## Directions for this task
The data that follows must be transcribed in full and exactly, minus the pictures.

+ + +

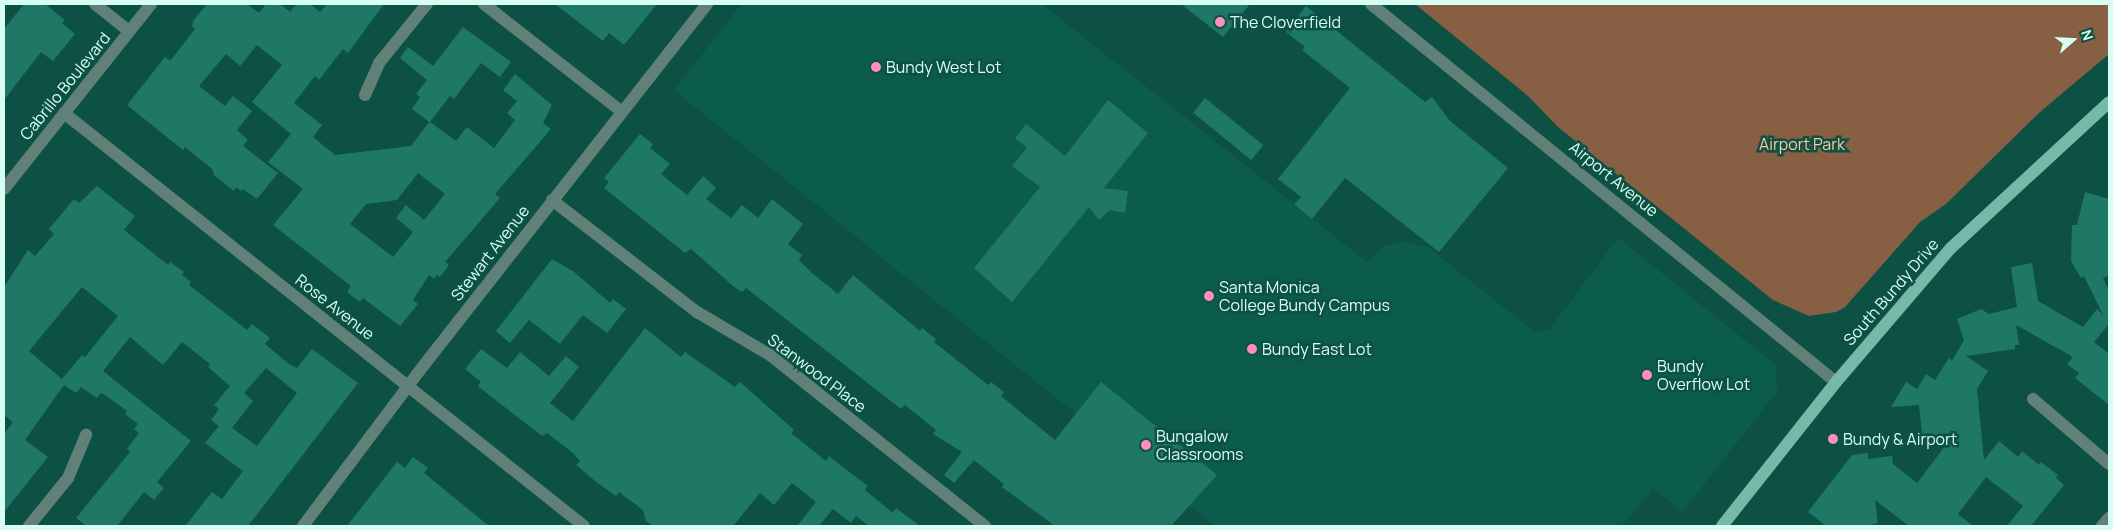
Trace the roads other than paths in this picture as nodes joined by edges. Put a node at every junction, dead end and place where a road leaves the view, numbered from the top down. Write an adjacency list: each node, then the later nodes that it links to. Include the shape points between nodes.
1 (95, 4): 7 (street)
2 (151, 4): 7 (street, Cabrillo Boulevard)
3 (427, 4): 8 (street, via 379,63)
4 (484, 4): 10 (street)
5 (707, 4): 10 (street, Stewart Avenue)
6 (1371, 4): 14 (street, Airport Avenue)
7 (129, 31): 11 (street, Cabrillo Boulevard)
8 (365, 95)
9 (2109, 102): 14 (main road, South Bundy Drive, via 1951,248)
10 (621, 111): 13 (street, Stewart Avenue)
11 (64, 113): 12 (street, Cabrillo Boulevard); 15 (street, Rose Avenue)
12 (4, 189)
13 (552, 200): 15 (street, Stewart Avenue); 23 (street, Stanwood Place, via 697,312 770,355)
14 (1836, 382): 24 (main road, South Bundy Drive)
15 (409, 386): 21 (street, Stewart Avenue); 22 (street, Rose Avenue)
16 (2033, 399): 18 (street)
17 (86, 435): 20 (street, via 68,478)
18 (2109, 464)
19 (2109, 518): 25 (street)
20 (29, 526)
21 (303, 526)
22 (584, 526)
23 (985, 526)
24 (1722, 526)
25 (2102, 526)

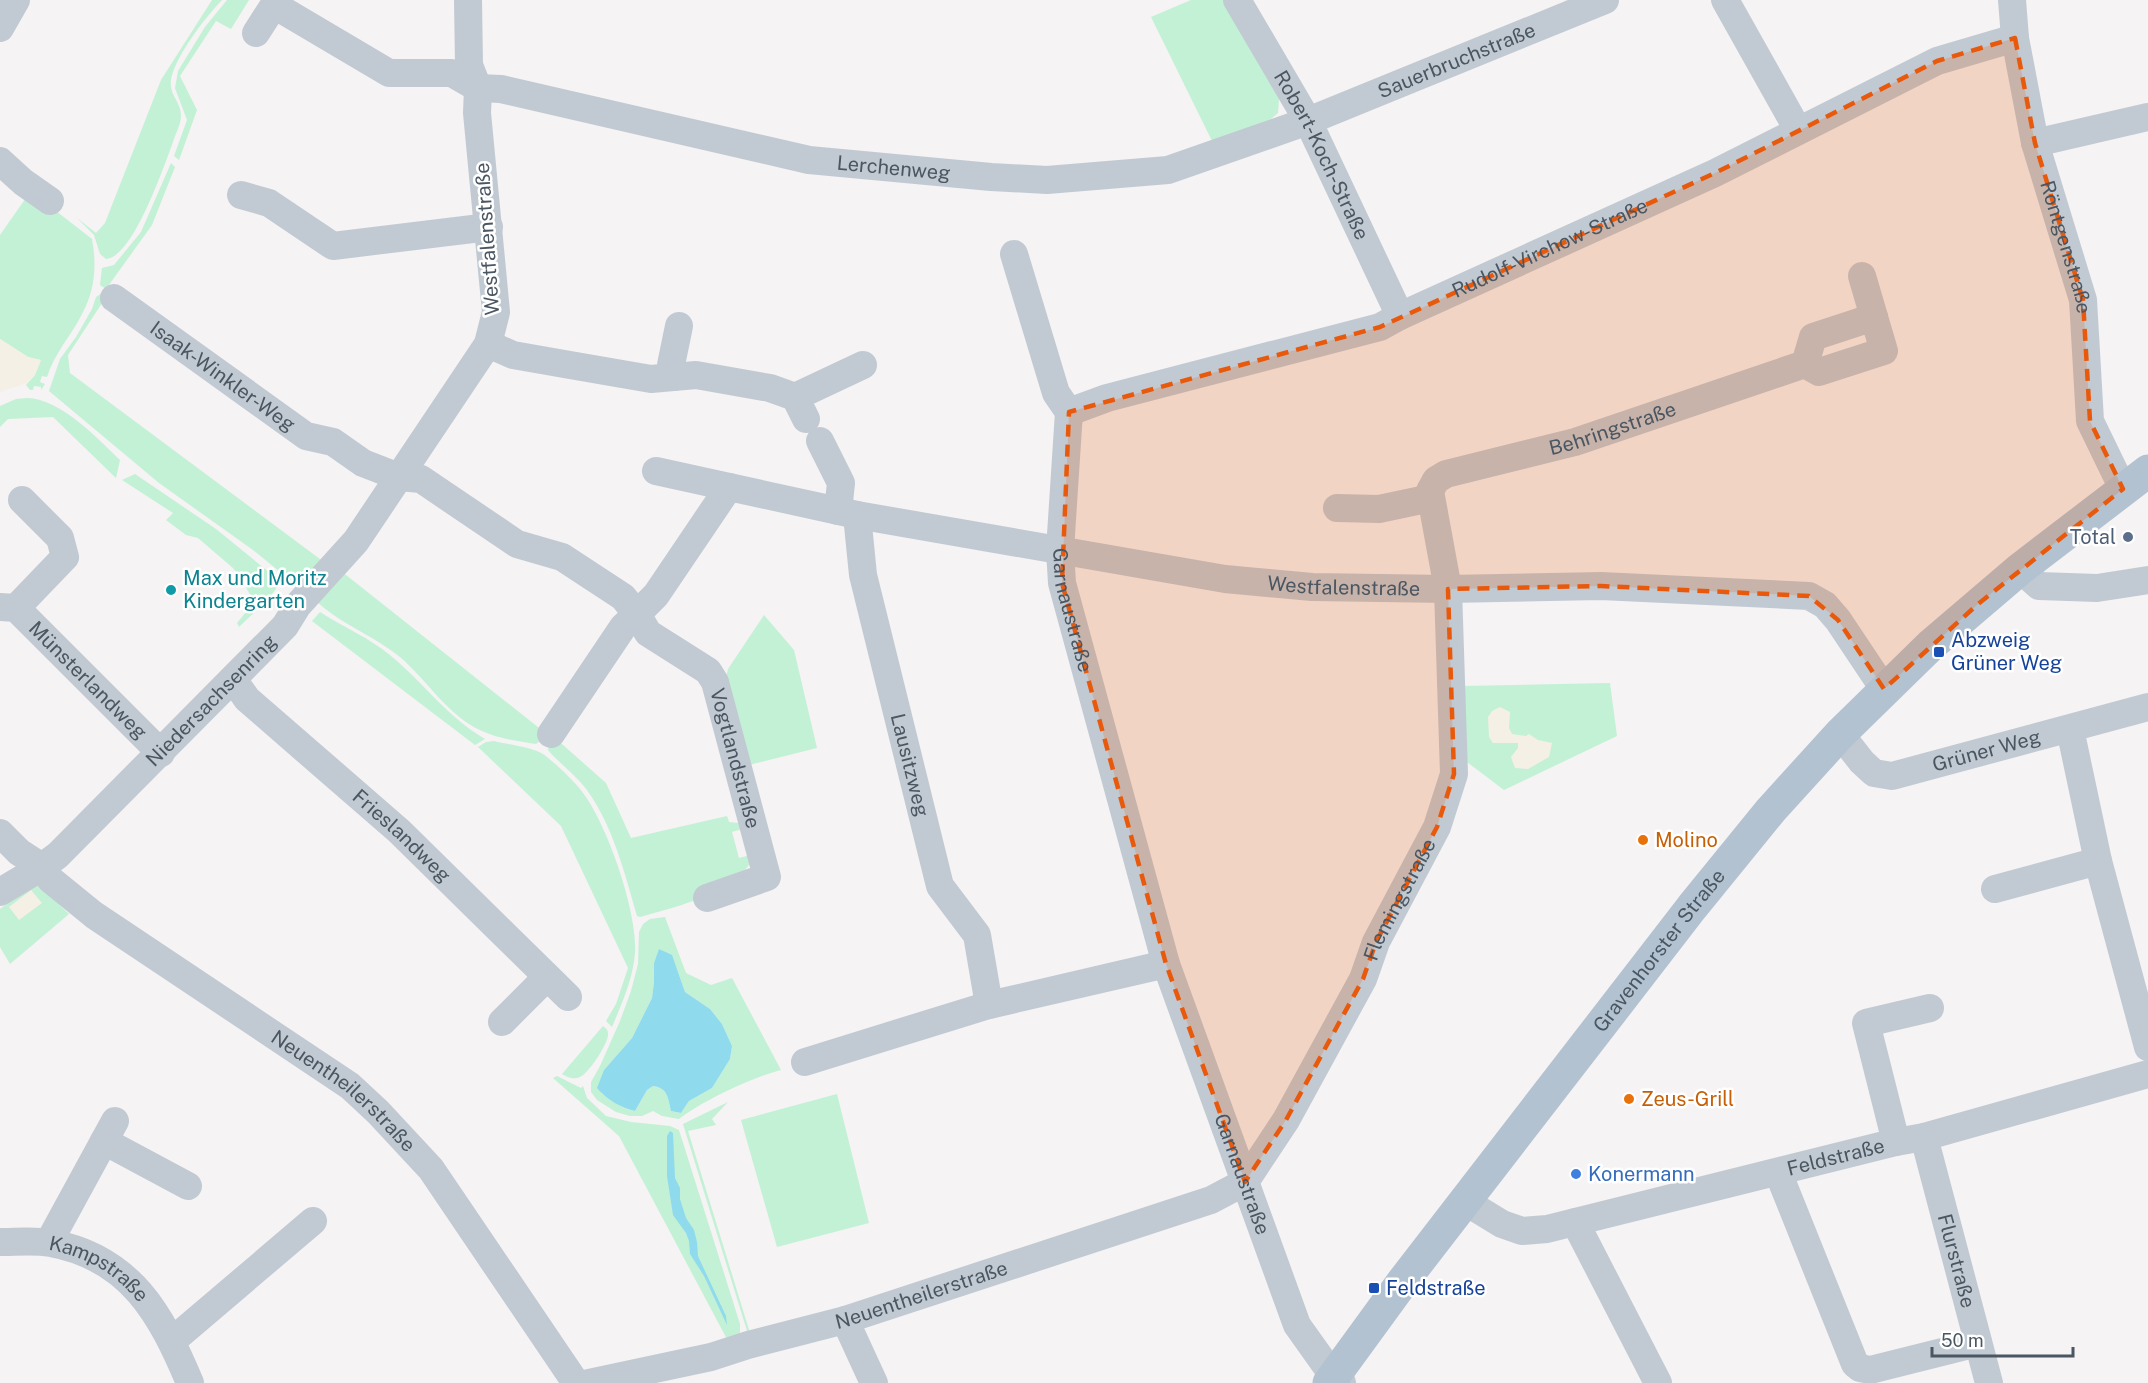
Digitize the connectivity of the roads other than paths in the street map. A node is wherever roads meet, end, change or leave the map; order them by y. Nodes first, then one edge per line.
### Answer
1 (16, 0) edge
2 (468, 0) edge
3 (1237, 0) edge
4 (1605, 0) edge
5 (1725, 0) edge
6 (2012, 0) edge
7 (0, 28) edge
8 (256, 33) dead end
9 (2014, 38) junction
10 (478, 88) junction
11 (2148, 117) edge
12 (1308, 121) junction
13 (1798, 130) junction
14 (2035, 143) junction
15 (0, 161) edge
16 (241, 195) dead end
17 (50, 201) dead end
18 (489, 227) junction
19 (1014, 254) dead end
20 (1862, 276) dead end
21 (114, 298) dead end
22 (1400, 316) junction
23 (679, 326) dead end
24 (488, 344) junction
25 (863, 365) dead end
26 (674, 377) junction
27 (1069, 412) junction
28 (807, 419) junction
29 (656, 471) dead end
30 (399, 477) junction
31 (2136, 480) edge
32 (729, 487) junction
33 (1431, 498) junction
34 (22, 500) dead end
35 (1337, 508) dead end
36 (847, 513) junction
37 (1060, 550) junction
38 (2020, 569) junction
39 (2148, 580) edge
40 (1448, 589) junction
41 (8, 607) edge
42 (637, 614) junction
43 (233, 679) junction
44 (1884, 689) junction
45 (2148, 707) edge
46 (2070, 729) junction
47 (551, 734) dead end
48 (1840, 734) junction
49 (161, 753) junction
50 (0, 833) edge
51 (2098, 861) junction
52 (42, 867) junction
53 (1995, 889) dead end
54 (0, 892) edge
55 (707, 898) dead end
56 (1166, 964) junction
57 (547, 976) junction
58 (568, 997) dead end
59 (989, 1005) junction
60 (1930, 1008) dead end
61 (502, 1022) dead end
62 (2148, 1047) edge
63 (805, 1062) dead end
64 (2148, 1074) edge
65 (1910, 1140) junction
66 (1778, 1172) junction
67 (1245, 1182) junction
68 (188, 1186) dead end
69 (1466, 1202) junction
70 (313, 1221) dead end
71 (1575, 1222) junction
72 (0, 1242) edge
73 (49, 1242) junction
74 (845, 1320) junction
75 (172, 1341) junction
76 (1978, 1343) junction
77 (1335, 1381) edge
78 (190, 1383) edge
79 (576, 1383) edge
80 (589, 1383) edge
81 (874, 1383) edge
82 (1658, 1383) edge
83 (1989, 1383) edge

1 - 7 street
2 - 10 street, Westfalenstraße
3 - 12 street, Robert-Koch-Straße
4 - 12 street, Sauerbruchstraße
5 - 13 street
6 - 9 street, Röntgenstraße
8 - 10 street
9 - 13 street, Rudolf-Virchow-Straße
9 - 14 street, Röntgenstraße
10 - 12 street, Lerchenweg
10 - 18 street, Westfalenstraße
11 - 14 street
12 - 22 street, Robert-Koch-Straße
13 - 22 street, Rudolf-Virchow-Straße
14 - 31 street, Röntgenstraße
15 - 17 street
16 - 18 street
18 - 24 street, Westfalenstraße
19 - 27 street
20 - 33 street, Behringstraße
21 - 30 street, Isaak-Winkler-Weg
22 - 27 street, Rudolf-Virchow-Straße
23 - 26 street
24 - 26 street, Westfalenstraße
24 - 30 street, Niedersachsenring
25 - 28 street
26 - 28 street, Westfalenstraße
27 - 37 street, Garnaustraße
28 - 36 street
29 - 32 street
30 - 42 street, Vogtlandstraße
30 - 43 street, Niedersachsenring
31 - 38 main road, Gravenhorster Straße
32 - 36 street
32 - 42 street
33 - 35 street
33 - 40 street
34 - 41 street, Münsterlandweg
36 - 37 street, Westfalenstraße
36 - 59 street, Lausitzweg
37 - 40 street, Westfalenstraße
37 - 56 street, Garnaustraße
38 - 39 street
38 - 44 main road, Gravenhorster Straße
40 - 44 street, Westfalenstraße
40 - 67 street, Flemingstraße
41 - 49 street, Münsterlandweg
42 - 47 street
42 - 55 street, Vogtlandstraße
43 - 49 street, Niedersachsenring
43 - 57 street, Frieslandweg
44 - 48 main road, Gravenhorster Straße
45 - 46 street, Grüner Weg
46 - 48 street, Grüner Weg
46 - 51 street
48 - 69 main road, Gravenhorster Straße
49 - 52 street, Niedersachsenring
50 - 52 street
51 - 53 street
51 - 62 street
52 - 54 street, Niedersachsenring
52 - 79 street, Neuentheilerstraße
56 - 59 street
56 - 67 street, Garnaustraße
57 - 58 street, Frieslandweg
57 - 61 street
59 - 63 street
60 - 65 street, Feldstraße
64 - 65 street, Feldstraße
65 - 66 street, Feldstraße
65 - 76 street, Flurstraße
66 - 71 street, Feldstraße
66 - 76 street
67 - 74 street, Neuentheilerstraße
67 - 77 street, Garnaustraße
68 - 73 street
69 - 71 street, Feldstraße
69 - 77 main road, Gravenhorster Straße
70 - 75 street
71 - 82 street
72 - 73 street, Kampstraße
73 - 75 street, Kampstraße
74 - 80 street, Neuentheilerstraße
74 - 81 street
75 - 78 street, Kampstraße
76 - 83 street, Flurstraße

+ + +

## Exercise response
Trace the roads other than paths in this picture as nodes joined by edges. Put a node at every junction, dead end and place where a road leaves the view, numbered from the top down. Write an adjacency list: each node, then the later nodes that it links to. Include the shape points between nodes.
1 (95, 4): 7 (street)
2 (151, 4): 7 (street, Cabrillo Boulevard)
3 (427, 4): 8 (street, via 379,63)
4 (484, 4): 10 (street)
5 (707, 4): 10 (street, Stewart Avenue)
6 (1371, 4): 14 (street, Airport Avenue)
7 (129, 31): 11 (street, Cabrillo Boulevard)
8 (365, 95)
9 (2109, 102): 14 (main road, South Bundy Drive, via 1951,248)
10 (621, 111): 13 (street, Stewart Avenue)
11 (64, 113): 12 (street, Cabrillo Boulevard); 15 (street, Rose Avenue)
12 (4, 189)
13 (552, 200): 15 (street, Stewart Avenue); 23 (street, Stanwood Place, via 697,312 770,355)
14 (1836, 382): 24 (main road, South Bundy Drive)
15 (409, 386): 21 (street, Stewart Avenue); 22 (street, Rose Avenue)
16 (2033, 399): 18 (street)
17 (86, 435): 20 (street, via 68,478)
18 (2109, 464)
19 (2109, 518): 25 (street)
20 (29, 526)
21 (303, 526)
22 (584, 526)
23 (985, 526)
24 (1722, 526)
25 (2102, 526)

Digitize the connectivity of the roads other than paths in the street map. A node is wherever roads meet, end, change or leave the map; order them by y. Nodes first, then one edge per line.
### Answer
1 (16, 0) edge
2 (468, 0) edge
3 (1237, 0) edge
4 (1605, 0) edge
5 (1725, 0) edge
6 (2012, 0) edge
7 (0, 28) edge
8 (256, 33) dead end
9 (2014, 38) junction
10 (478, 88) junction
11 (2148, 117) edge
12 (1308, 121) junction
13 (1798, 130) junction
14 (2035, 143) junction
15 (0, 161) edge
16 (241, 195) dead end
17 (50, 201) dead end
18 (489, 227) junction
19 (1014, 254) dead end
20 (1862, 276) dead end
21 (114, 298) dead end
22 (1400, 316) junction
23 (679, 326) dead end
24 (488, 344) junction
25 (863, 365) dead end
26 (674, 377) junction
27 (1069, 412) junction
28 (807, 419) junction
29 (656, 471) dead end
30 (399, 477) junction
31 (2136, 480) edge
32 (729, 487) junction
33 (1431, 498) junction
34 (22, 500) dead end
35 (1337, 508) dead end
36 (847, 513) junction
37 (1060, 550) junction
38 (2020, 569) junction
39 (2148, 580) edge
40 (1448, 589) junction
41 (8, 607) edge
42 (637, 614) junction
43 (233, 679) junction
44 (1884, 689) junction
45 (2148, 707) edge
46 (2070, 729) junction
47 (551, 734) dead end
48 (1840, 734) junction
49 (161, 753) junction
50 (0, 833) edge
51 (2098, 861) junction
52 (42, 867) junction
53 (1995, 889) dead end
54 (0, 892) edge
55 (707, 898) dead end
56 (1166, 964) junction
57 (547, 976) junction
58 (568, 997) dead end
59 (989, 1005) junction
60 (1930, 1008) dead end
61 (502, 1022) dead end
62 (2148, 1047) edge
63 (805, 1062) dead end
64 (2148, 1074) edge
65 (1910, 1140) junction
66 (1778, 1172) junction
67 (1245, 1182) junction
68 (188, 1186) dead end
69 (1466, 1202) junction
70 (313, 1221) dead end
71 (1575, 1222) junction
72 (0, 1242) edge
73 (49, 1242) junction
74 (845, 1320) junction
75 (172, 1341) junction
76 (1978, 1343) junction
77 (1335, 1381) edge
78 (190, 1383) edge
79 (576, 1383) edge
80 (589, 1383) edge
81 (874, 1383) edge
82 (1658, 1383) edge
83 (1989, 1383) edge

1 - 7 street
2 - 10 street, Westfalenstraße
3 - 12 street, Robert-Koch-Straße
4 - 12 street, Sauerbruchstraße
5 - 13 street
6 - 9 street, Röntgenstraße
8 - 10 street
9 - 13 street, Rudolf-Virchow-Straße
9 - 14 street, Röntgenstraße
10 - 12 street, Lerchenweg
10 - 18 street, Westfalenstraße
11 - 14 street
12 - 22 street, Robert-Koch-Straße
13 - 22 street, Rudolf-Virchow-Straße
14 - 31 street, Röntgenstraße
15 - 17 street
16 - 18 street
18 - 24 street, Westfalenstraße
19 - 27 street
20 - 33 street, Behringstraße
21 - 30 street, Isaak-Winkler-Weg
22 - 27 street, Rudolf-Virchow-Straße
23 - 26 street
24 - 26 street, Westfalenstraße
24 - 30 street, Niedersachsenring
25 - 28 street
26 - 28 street, Westfalenstraße
27 - 37 street, Garnaustraße
28 - 36 street
29 - 32 street
30 - 42 street, Vogtlandstraße
30 - 43 street, Niedersachsenring
31 - 38 main road, Gravenhorster Straße
32 - 36 street
32 - 42 street
33 - 35 street
33 - 40 street
34 - 41 street, Münsterlandweg
36 - 37 street, Westfalenstraße
36 - 59 street, Lausitzweg
37 - 40 street, Westfalenstraße
37 - 56 street, Garnaustraße
38 - 39 street
38 - 44 main road, Gravenhorster Straße
40 - 44 street, Westfalenstraße
40 - 67 street, Flemingstraße
41 - 49 street, Münsterlandweg
42 - 47 street
42 - 55 street, Vogtlandstraße
43 - 49 street, Niedersachsenring
43 - 57 street, Frieslandweg
44 - 48 main road, Gravenhorster Straße
45 - 46 street, Grüner Weg
46 - 48 street, Grüner Weg
46 - 51 street
48 - 69 main road, Gravenhorster Straße
49 - 52 street, Niedersachsenring
50 - 52 street
51 - 53 street
51 - 62 street
52 - 54 street, Niedersachsenring
52 - 79 street, Neuentheilerstraße
56 - 59 street
56 - 67 street, Garnaustraße
57 - 58 street, Frieslandweg
57 - 61 street
59 - 63 street
60 - 65 street, Feldstraße
64 - 65 street, Feldstraße
65 - 66 street, Feldstraße
65 - 76 street, Flurstraße
66 - 71 street, Feldstraße
66 - 76 street
67 - 74 street, Neuentheilerstraße
67 - 77 street, Garnaustraße
68 - 73 street
69 - 71 street, Feldstraße
69 - 77 main road, Gravenhorster Straße
70 - 75 street
71 - 82 street
72 - 73 street, Kampstraße
73 - 75 street, Kampstraße
74 - 80 street, Neuentheilerstraße
74 - 81 street
75 - 78 street, Kampstraße
76 - 83 street, Flurstraße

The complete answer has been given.